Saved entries
== Segment start ==

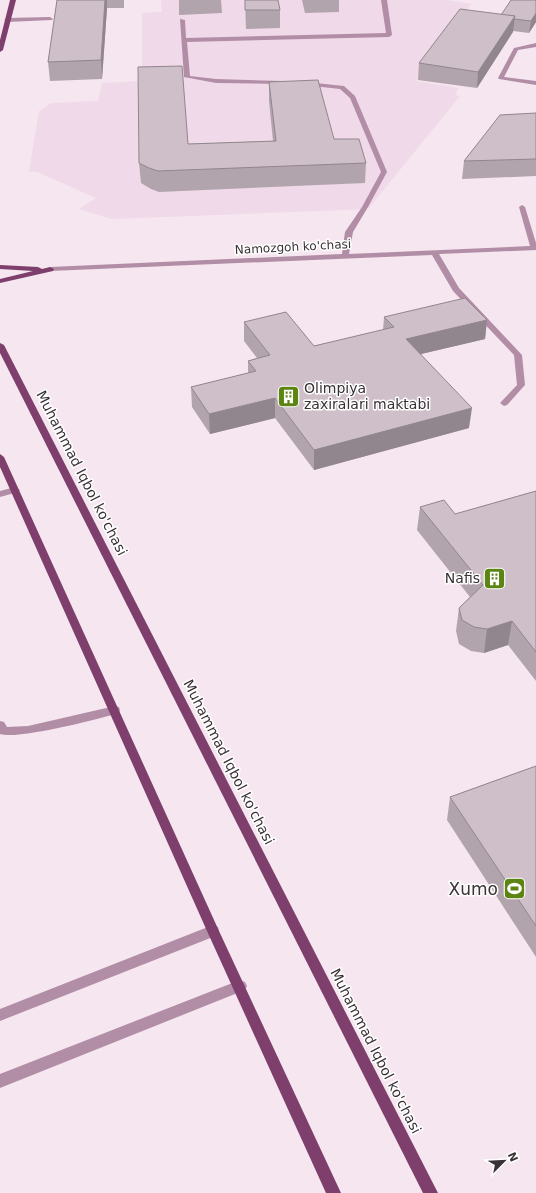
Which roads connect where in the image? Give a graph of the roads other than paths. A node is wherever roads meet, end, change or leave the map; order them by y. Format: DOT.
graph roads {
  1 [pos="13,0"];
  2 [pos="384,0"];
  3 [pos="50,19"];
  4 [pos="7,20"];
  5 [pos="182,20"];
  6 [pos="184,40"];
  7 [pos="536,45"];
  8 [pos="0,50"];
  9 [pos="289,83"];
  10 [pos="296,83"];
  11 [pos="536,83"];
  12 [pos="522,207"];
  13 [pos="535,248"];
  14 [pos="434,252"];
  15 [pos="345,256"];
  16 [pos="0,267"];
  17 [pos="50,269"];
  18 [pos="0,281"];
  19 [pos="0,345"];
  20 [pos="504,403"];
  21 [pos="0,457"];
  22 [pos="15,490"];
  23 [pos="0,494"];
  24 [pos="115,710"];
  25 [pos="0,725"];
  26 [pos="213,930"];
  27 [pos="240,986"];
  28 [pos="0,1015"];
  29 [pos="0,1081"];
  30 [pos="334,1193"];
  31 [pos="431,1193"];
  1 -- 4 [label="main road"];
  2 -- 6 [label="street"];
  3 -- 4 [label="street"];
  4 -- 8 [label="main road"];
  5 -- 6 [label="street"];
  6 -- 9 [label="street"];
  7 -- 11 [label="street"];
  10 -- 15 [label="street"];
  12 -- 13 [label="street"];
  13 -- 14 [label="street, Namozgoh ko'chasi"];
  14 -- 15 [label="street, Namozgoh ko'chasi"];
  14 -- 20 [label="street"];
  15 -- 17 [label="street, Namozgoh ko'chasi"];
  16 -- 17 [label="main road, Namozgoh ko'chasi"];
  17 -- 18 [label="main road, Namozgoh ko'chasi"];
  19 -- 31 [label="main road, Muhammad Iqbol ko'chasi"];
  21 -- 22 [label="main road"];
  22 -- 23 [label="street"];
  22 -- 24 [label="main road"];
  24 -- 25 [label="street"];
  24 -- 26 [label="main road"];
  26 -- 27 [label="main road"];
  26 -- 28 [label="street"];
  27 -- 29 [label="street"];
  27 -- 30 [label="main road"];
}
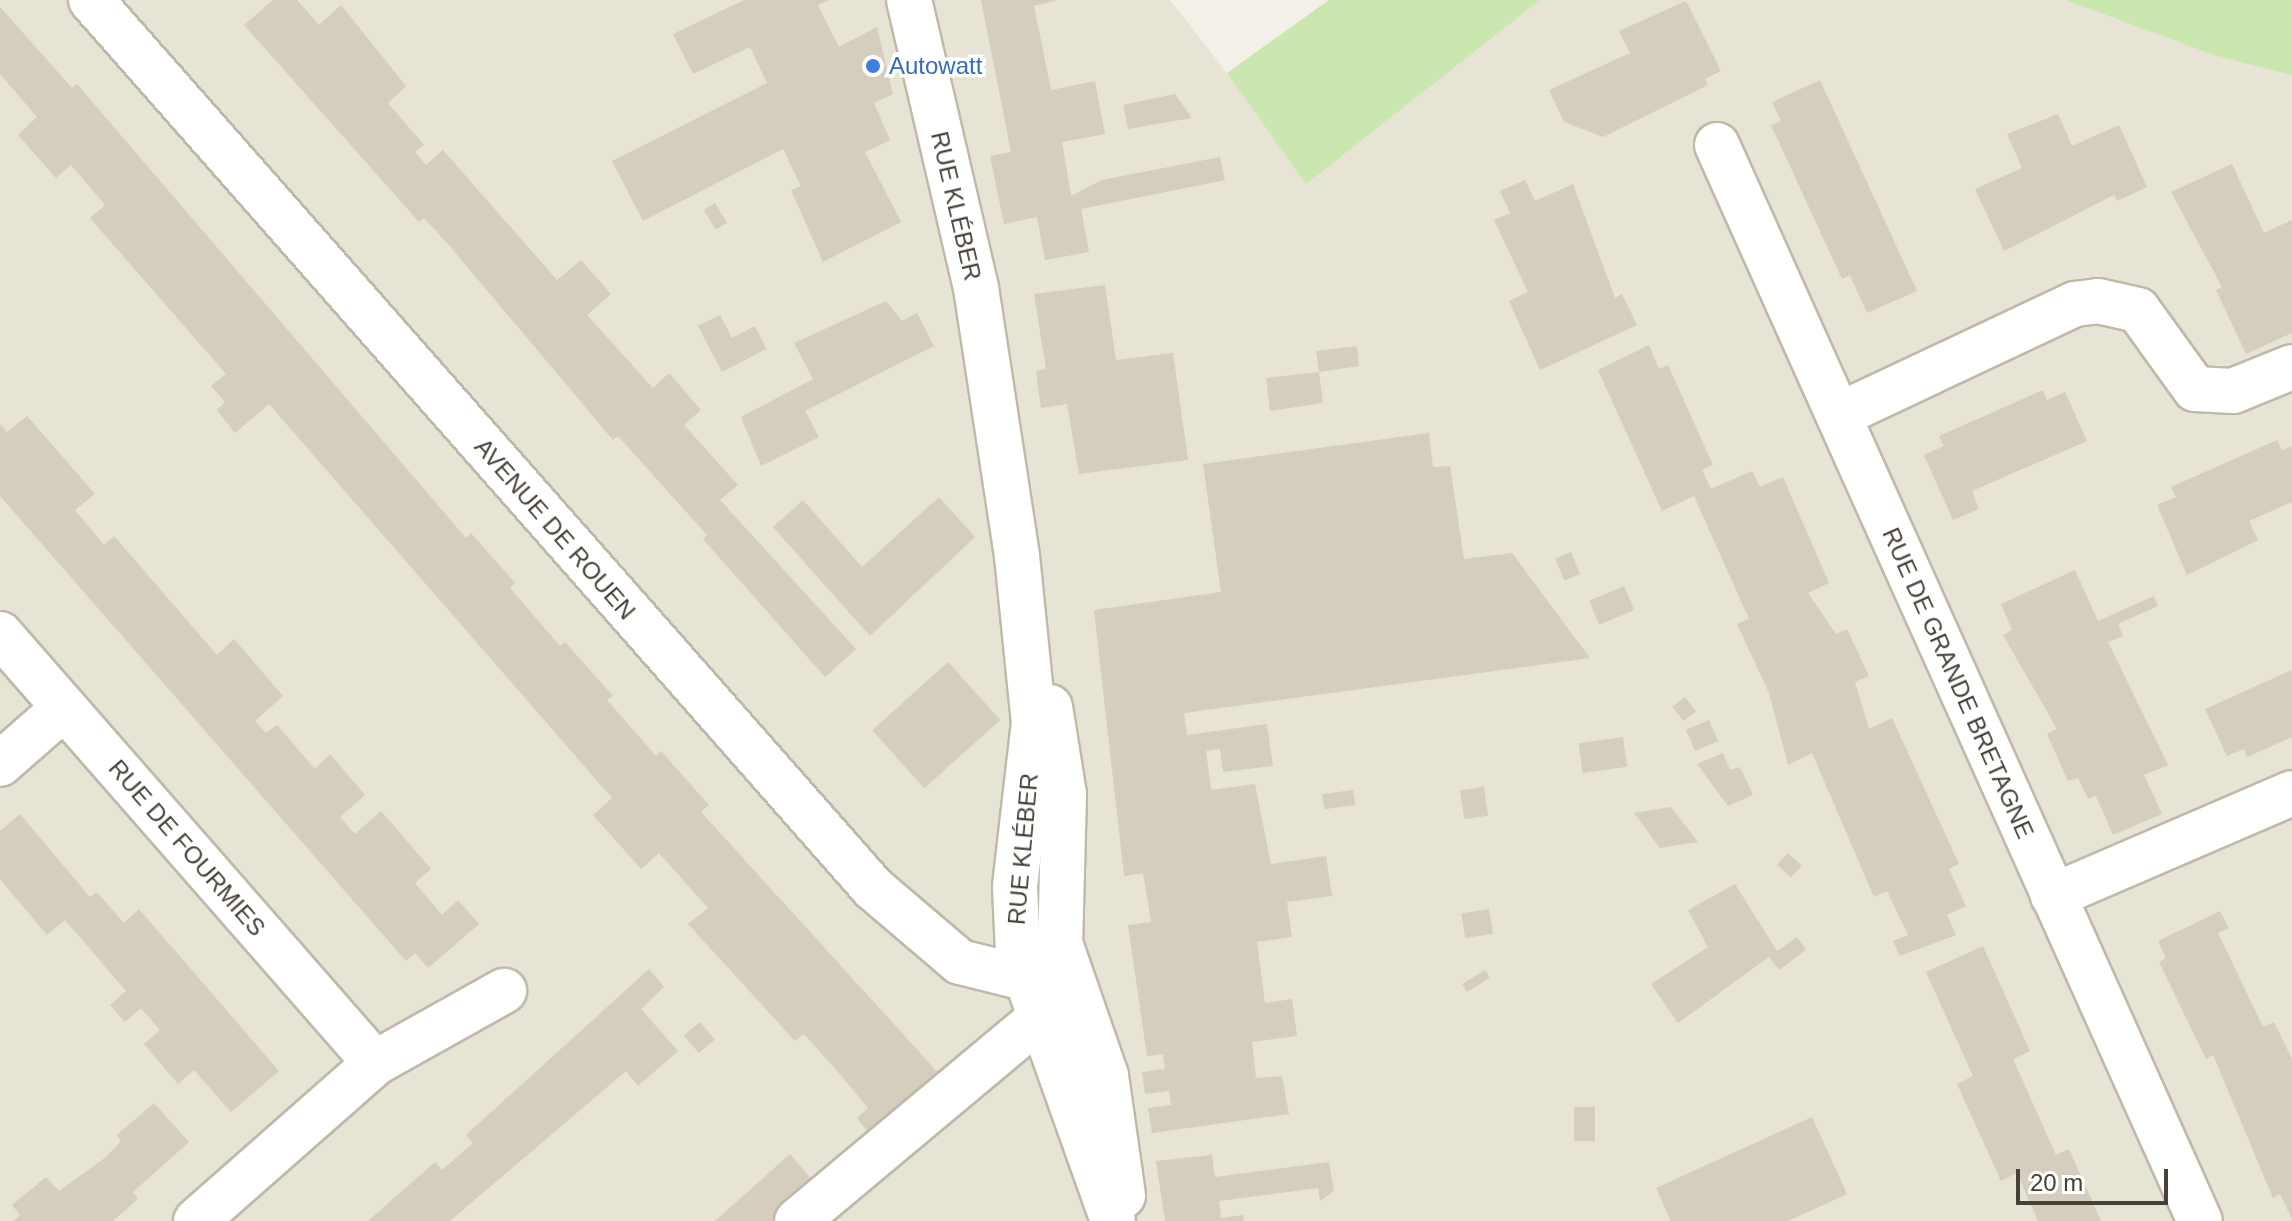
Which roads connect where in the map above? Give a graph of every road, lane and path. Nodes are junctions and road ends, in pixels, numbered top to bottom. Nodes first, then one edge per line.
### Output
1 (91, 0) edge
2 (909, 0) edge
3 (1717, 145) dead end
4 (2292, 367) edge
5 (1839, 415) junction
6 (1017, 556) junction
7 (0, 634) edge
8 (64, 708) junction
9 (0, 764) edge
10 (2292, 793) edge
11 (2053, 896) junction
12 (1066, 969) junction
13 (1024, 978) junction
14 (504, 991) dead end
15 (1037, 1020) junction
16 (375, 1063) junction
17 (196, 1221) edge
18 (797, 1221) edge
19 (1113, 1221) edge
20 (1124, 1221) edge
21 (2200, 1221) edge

== Segment end ==

PROBLEM: Word for word, repeat each line of the records, and leave every image out.

REPLY TO THE EXERCISE:
Which roads connect where in the image? Give a graph of the roads other than paths. A node is wherever roads meet, end, change or leave the map; order them by y. Format: DOT.
graph roads {
  1 [pos="13,0"];
  2 [pos="384,0"];
  3 [pos="50,19"];
  4 [pos="7,20"];
  5 [pos="182,20"];
  6 [pos="184,40"];
  7 [pos="536,45"];
  8 [pos="0,50"];
  9 [pos="289,83"];
  10 [pos="296,83"];
  11 [pos="536,83"];
  12 [pos="522,207"];
  13 [pos="535,248"];
  14 [pos="434,252"];
  15 [pos="345,256"];
  16 [pos="0,267"];
  17 [pos="50,269"];
  18 [pos="0,281"];
  19 [pos="0,345"];
  20 [pos="504,403"];
  21 [pos="0,457"];
  22 [pos="15,490"];
  23 [pos="0,494"];
  24 [pos="115,710"];
  25 [pos="0,725"];
  26 [pos="213,930"];
  27 [pos="240,986"];
  28 [pos="0,1015"];
  29 [pos="0,1081"];
  30 [pos="334,1193"];
  31 [pos="431,1193"];
  1 -- 4 [label="main road"];
  2 -- 6 [label="street"];
  3 -- 4 [label="street"];
  4 -- 8 [label="main road"];
  5 -- 6 [label="street"];
  6 -- 9 [label="street"];
  7 -- 11 [label="street"];
  10 -- 15 [label="street"];
  12 -- 13 [label="street"];
  13 -- 14 [label="street, Namozgoh ko'chasi"];
  14 -- 15 [label="street, Namozgoh ko'chasi"];
  14 -- 20 [label="street"];
  15 -- 17 [label="street, Namozgoh ko'chasi"];
  16 -- 17 [label="main road, Namozgoh ko'chasi"];
  17 -- 18 [label="main road, Namozgoh ko'chasi"];
  19 -- 31 [label="main road, Muhammad Iqbol ko'chasi"];
  21 -- 22 [label="main road"];
  22 -- 23 [label="street"];
  22 -- 24 [label="main road"];
  24 -- 25 [label="street"];
  24 -- 26 [label="main road"];
  26 -- 27 [label="main road"];
  26 -- 28 [label="street"];
  27 -- 29 [label="street"];
  27 -- 30 [label="main road"];
}
Which roads connect where in the map above? Give a graph of every road, lane and path. Nodes are junctions and road ends, in pixels, numbered top to bottom. Nodes first, then one edge per line.
### Output
1 (91, 0) edge
2 (909, 0) edge
3 (1717, 145) dead end
4 (2292, 367) edge
5 (1839, 415) junction
6 (1017, 556) junction
7 (0, 634) edge
8 (64, 708) junction
9 (0, 764) edge
10 (2292, 793) edge
11 (2053, 896) junction
12 (1066, 969) junction
13 (1024, 978) junction
14 (504, 991) dead end
15 (1037, 1020) junction
16 (375, 1063) junction
17 (196, 1221) edge
18 (797, 1221) edge
19 (1113, 1221) edge
20 (1124, 1221) edge
21 (2200, 1221) edge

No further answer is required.